American Pie: Geliebtes Remis
■ Eishockey: Zwei Spieler weniger auf dem Eis machen Verlängerung zum Spektakel
And do you have faith in God above
Die NHL ist zurzeit vermutlich die einzige Liga der Welt, in der selbst die einheimischen Fans mitunter hoffen, dass es am Ende der regulären Spielzeit unentschieden steht. Dann nämlich gibt es Verlängerung, und die wird im US-Eishockey seit Beginn der laufenden Saison mit je einem Mann weniger gespielt. Vier gegen vier statt des üblichen fünf gegen fünf, was in erster Linie bedeutet: Mehr Platz auf dem Eis, mehr Kombinationen, mehr Torschüsse, mehr Torwartparaden.
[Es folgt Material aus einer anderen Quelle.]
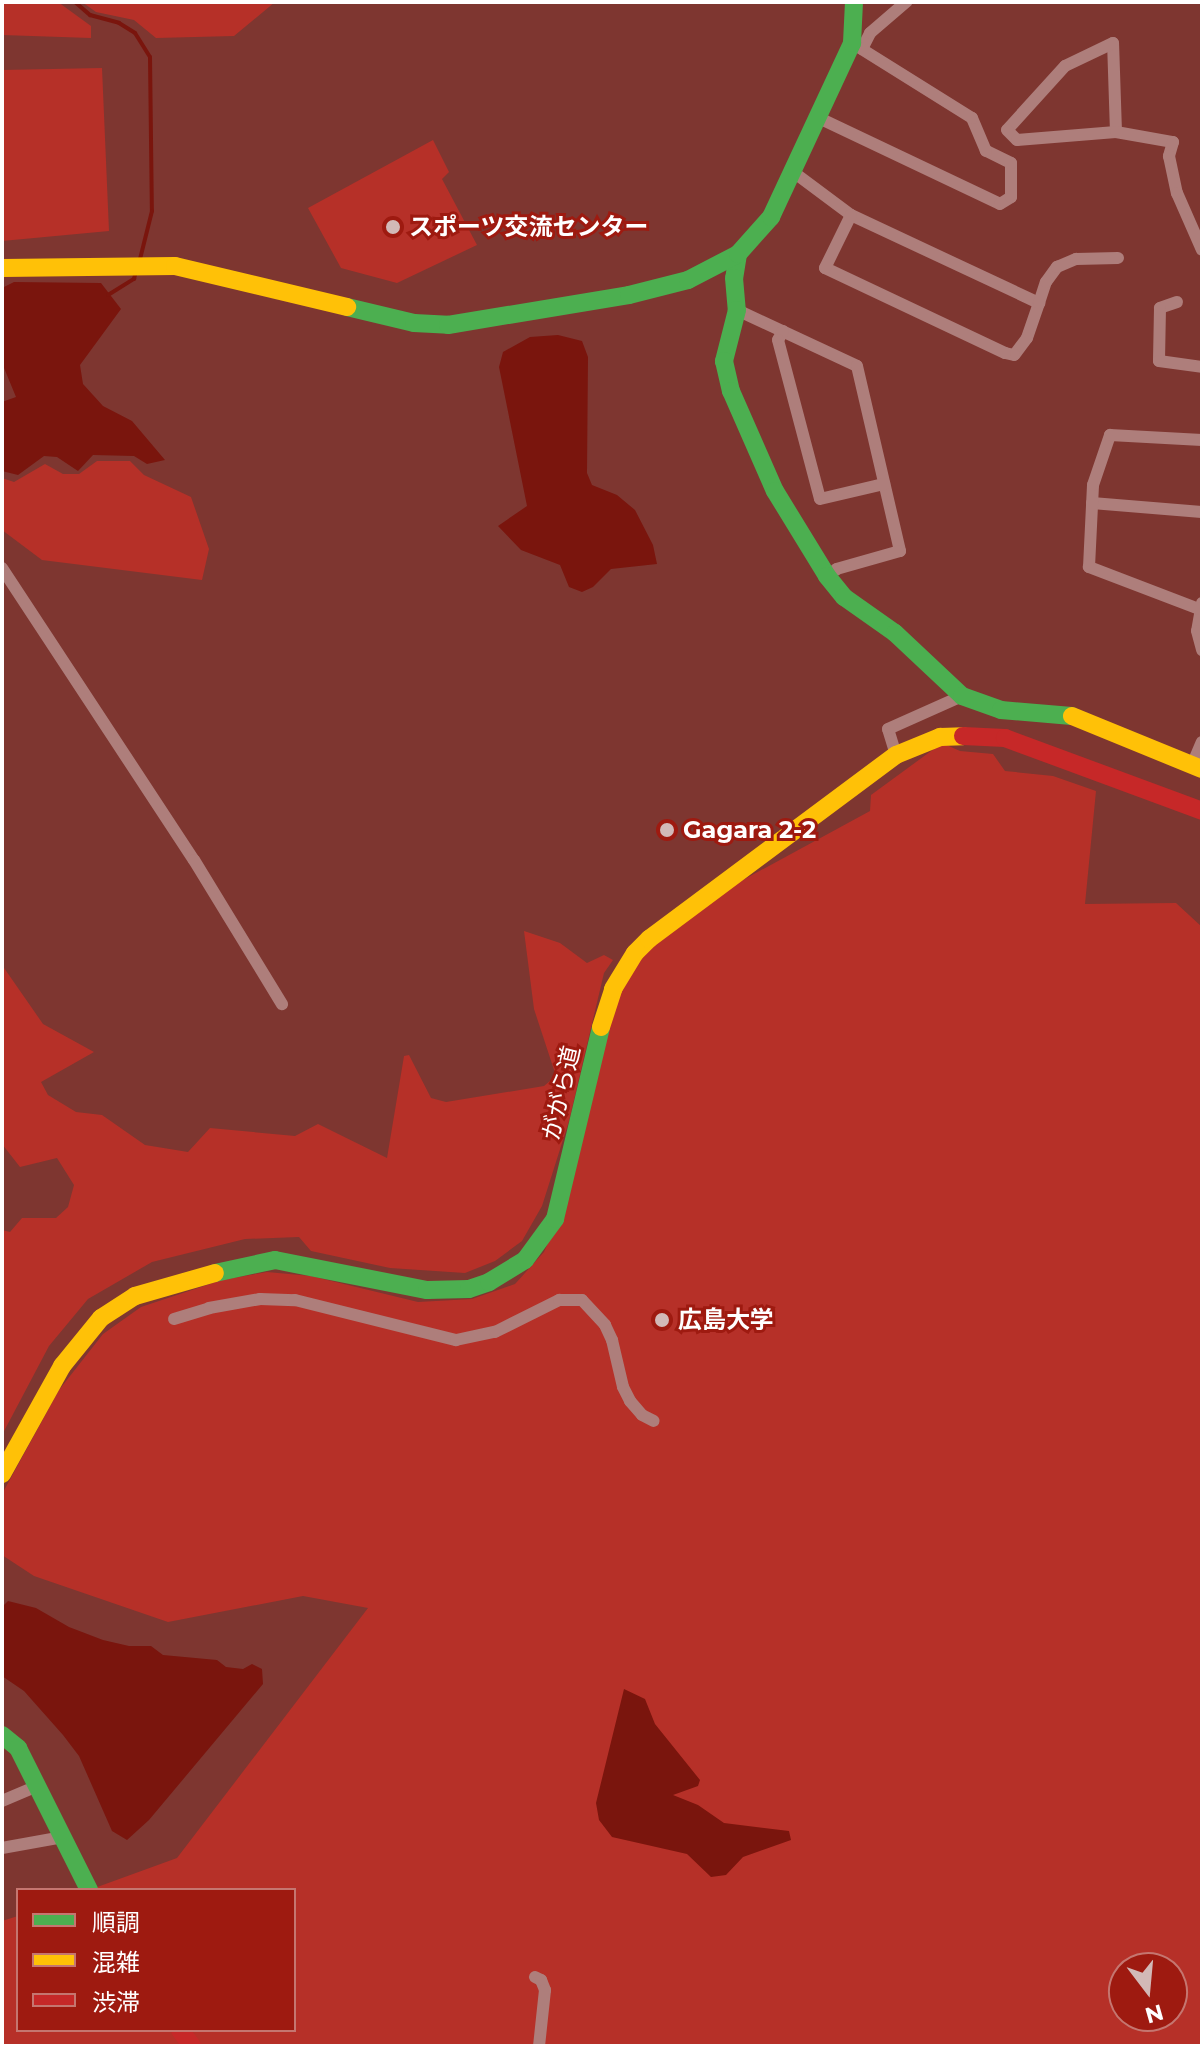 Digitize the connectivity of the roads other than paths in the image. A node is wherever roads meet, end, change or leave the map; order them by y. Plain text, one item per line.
1 (854, 2) edge
2 (906, 2) edge
3 (860, 39) junction
4 (819, 118) junction
5 (1116, 132) junction
6 (792, 171) junction
7 (851, 215) junction
8 (1202, 250) edge
9 (738, 254) junction
10 (1118, 258) dead end
11 (2, 268) edge
12 (1177, 302) dead end
13 (1039, 303) junction
14 (737, 310) junction
15 (783, 331) junction
16 (1202, 367) edge
17 (1202, 440) edge
18 (884, 484) junction
19 (1092, 503) junction
20 (1202, 512) edge
21 (2, 568) edge
22 (827, 576) junction
23 (1201, 605) edge
24 (1202, 650) edge
25 (962, 696) junction
26 (1202, 742) edge
27 (896, 755) junction
28 (1197, 767) edge
29 (1202, 811) edge
30 (282, 1004) dead end
31 (174, 1319) dead end
32 (654, 1421) dead end
33 (2, 1474) edge
34 (2, 1735) edge
35 (38, 1786) junction
36 (2, 1801) edge
37 (63, 1837) junction
38 (2, 1848) edge
39 (88, 1888) edge
40 (535, 1977) dead end
41 (539, 2046) edge

1 - 3 street
2 - 3 street
3 - 4 street
3 - 4 street
4 - 6 street
5 - 5 street
5 - 8 street
6 - 7 street
6 - 9 street
7 - 13 street
7 - 13 street
9 - 11 street
9 - 14 street
10 - 13 street
12 - 16 street
14 - 15 street
14 - 22 street
15 - 18 street
15 - 18 street
17 - 19 street
18 - 22 street
19 - 20 street
19 - 23 street
21 - 30 street
22 - 25 street
23 - 24 street
25 - 27 street
25 - 28 street
26 - 28 street
27 - 29 street, ががら道
27 - 33 street, ががら道
31 - 32 street
34 - 35 street
35 - 36 street
35 - 37 street
37 - 38 street
37 - 39 street
40 - 41 street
Summa summarum: blendende Stimmung in der Halle.
„Es macht das Ende des Spiels sehr unterhaltsam“, findet Sergej Fedorow von den Detroit Red Wings. „Das ist fantastisch“, pflichtet sein Kollege Jaromir Jagr von den Pittsburgh Penguins bei und fügt innovativ hinzu: „Man sollte das auch in den ersten fünf Minuten machen.“ Kein Wunder, dass der Russe und der Tscheche begeistert sind. Beide sind schnelle, technisch perfekte Stürmer, und solche Spieler haben klare Vorteile durch die die neue Regel, da es mehr Eins-gegen-eins-Situationen gibt.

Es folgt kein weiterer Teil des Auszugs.